**Task instructions**
Report every line of the records below that contains the word "edges".

☆ ☆ ☆ ☆ ☆

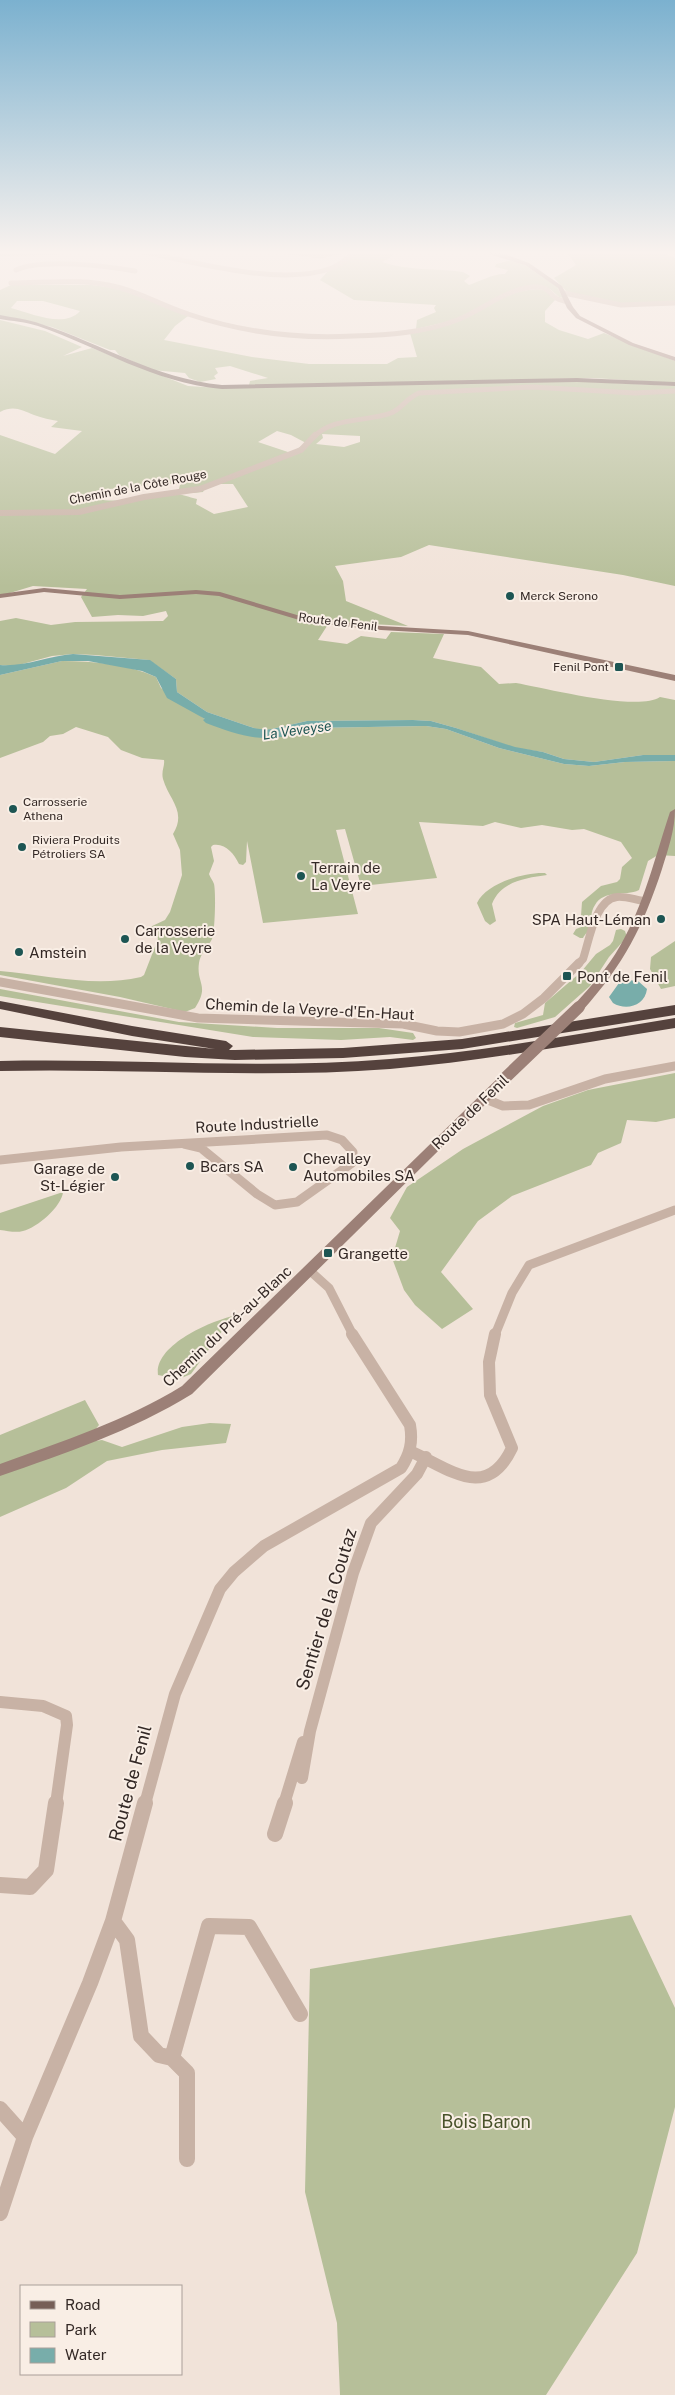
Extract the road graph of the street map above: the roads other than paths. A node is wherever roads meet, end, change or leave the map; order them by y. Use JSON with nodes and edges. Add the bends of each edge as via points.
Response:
{"nodes":[{"id":1,"x":132,"y":363,"type":"edge"},
{"id":2,"x":675,"y":384,"type":"edge"},
{"id":3,"x":675,"y":391,"type":"edge"},
{"id":4,"x":0,"y":513,"type":"edge"},
{"id":5,"x":0,"y":596,"type":"edge"},
{"id":6,"x":675,"y":678,"type":"edge"},
{"id":7,"x":675,"y":812,"type":"edge"},
{"id":8,"x":644,"y":901,"type":"junction"},
{"id":9,"x":0,"y":982,"type":"edge"},
{"id":10,"x":0,"y":1005,"type":"edge"},
{"id":11,"x":675,"y":1010,"type":"edge"},
{"id":12,"x":675,"y":1023,"type":"edge"},
{"id":13,"x":0,"y":1032,"type":"edge"},
{"id":14,"x":0,"y":1040,"type":"edge"},
{"id":15,"x":310,"y":1054,"type":"junction"},
{"id":16,"x":0,"y":1066,"type":"edge"},
{"id":17,"x":675,"y":1066,"type":"edge"},
{"id":18,"x":297,"y":1068,"type":"junction"},
{"id":19,"x":483,"y":1098,"type":"junction"},
{"id":20,"x":184,"y":1144,"type":"junction"},
{"id":21,"x":0,"y":1160,"type":"edge"},
{"id":22,"x":675,"y":1210,"type":"edge"},
{"id":23,"x":309,"y":1270,"type":"junction"},
{"id":24,"x":412,"y":1452,"type":"junction"},
{"id":25,"x":426,"y":1457,"type":"junction"},
{"id":26,"x":0,"y":1470,"type":"edge"},
{"id":27,"x":0,"y":1702,"type":"edge"},
{"id":28,"x":310,"y":1731,"type":"junction"},
{"id":29,"x":302,"y":1778,"type":"dead end"},
{"id":30,"x":275,"y":1834,"type":"dead end"},
{"id":31,"x":0,"y":1885,"type":"edge"},
{"id":32,"x":113,"y":1921,"type":"junction"},
{"id":33,"x":300,"y":2014,"type":"dead end"},
{"id":34,"x":172,"y":2058,"type":"junction"},
{"id":35,"x":0,"y":2109,"type":"edge"},
{"id":36,"x":25,"y":2137,"type":"junction"},
{"id":37,"x":186,"y":2159,"type":"dead end"},
{"id":38,"x":0,"y":2213,"type":"edge"}],
"edges":[{"from":1,"to":2,"type":"main road","via":[[196,385],[231,387],[577,380]]},
{"from":3,"to":4,"type":"street","name":"Chemin de la Côte Rouge","via":[[532,387],[419,393],[407,398],[396,411],[326,427],[296,452],[200,489],[144,497],[79,512]]},
{"from":5,"to":6,"type":"street","name":"Route de Fenil","via":[[44,590],[120,597],[220,594],[306,620],[468,633]]},
{"from":7,"to":8,"type":"street","name":"Route de Fenil"},
{"from":8,"to":9,"type":"street","name":"Chemin de la Veyre-d'En-Haut","via":[[617,897],[604,902],[583,959],[562,980],[523,1014],[493,1027],[459,1032],[402,1024],[198,1018]]},
{"from":8,"to":19,"type":"street","name":"Route de Fenil","bridge":true,"via":[[626,945],[606,975],[579,1007]]},
{"from":10,"to":15,"type":"highway","via":[[190,1041]]},
{"from":11,"to":15,"type":"highway","via":[[462,1044]]},
{"from":12,"to":18,"type":"highway","via":[[448,1058]]},
{"from":13,"to":15,"type":"highway","via":[[185,1052]]},
{"from":14,"to":18,"type":"highway","via":[[123,1055]]},
{"from":16,"to":18,"type":"highway"},
{"from":17,"to":19,"type":"street","via":[[605,1079],[529,1105],[503,1106]]},
{"from":19,"to":23,"type":"street","name":"Route de Fenil"},
{"from":20,"to":20,"type":"street","name":"Route Industrielle","via":[[201,1148],[275,1205],[298,1202],[352,1163],[353,1152],[342,1140],[327,1135]]},
{"from":20,"to":21,"type":"street","name":"Route Industrielle"},
{"from":22,"to":25,"type":"street","via":[[529,1264],[514,1285],[502,1311],[490,1359],[490,1395],[512,1448],[501,1469],[483,1478],[459,1475]]},
{"from":23,"to":24,"type":"street","via":[[329,1288],[356,1341],[410,1425]]},
{"from":23,"to":26,"type":"street","name":"Chemin du Pré-au-Blanc","via":[[187,1390],[158,1409]]},
{"from":24,"to":25,"type":"street"},
{"from":24,"to":32,"type":"street","name":"Route de Fenil","via":[[402,1468],[264,1546],[220,1589],[175,1694]]},
{"from":25,"to":28,"type":"street","name":"Sentier de la Coutaz","via":[[417,1474],[371,1523],[353,1573]]},
{"from":27,"to":31,"type":"street","via":[[47,1706],[66,1716],[67,1725],[46,1870],[30,1888]]},
{"from":28,"to":29,"type":"street","name":"Sentier de la Coutaz"},
{"from":28,"to":30,"type":"street","name":"Sentier de la Coutaz","via":[[301,1745]]},
{"from":32,"to":34,"type":"street","via":[[127,1940],[141,2036],[159,2055]]},
{"from":32,"to":36,"type":"street","name":"Route de Fenil"},
{"from":33,"to":34,"type":"street","via":[[249,1927],[209,1926]]},
{"from":34,"to":37,"type":"street","via":[[187,2074]]},
{"from":35,"to":36,"type":"street"},
{"from":36,"to":38,"type":"street","name":"Route de Fenil"}]}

☆ ☆ ☆ ☆ ☆

**Completed task**
Extract the road graph of the street map above: the roads other than paths. A node is wherever roads meet, end, change or leave the map; order them by y. Use JSON with nodes and edges. Add the bends of each edge as via points.
"edges":[{"from":1,"to":2,"type":"main road","via":[[196,385],[231,387],[577,380]]},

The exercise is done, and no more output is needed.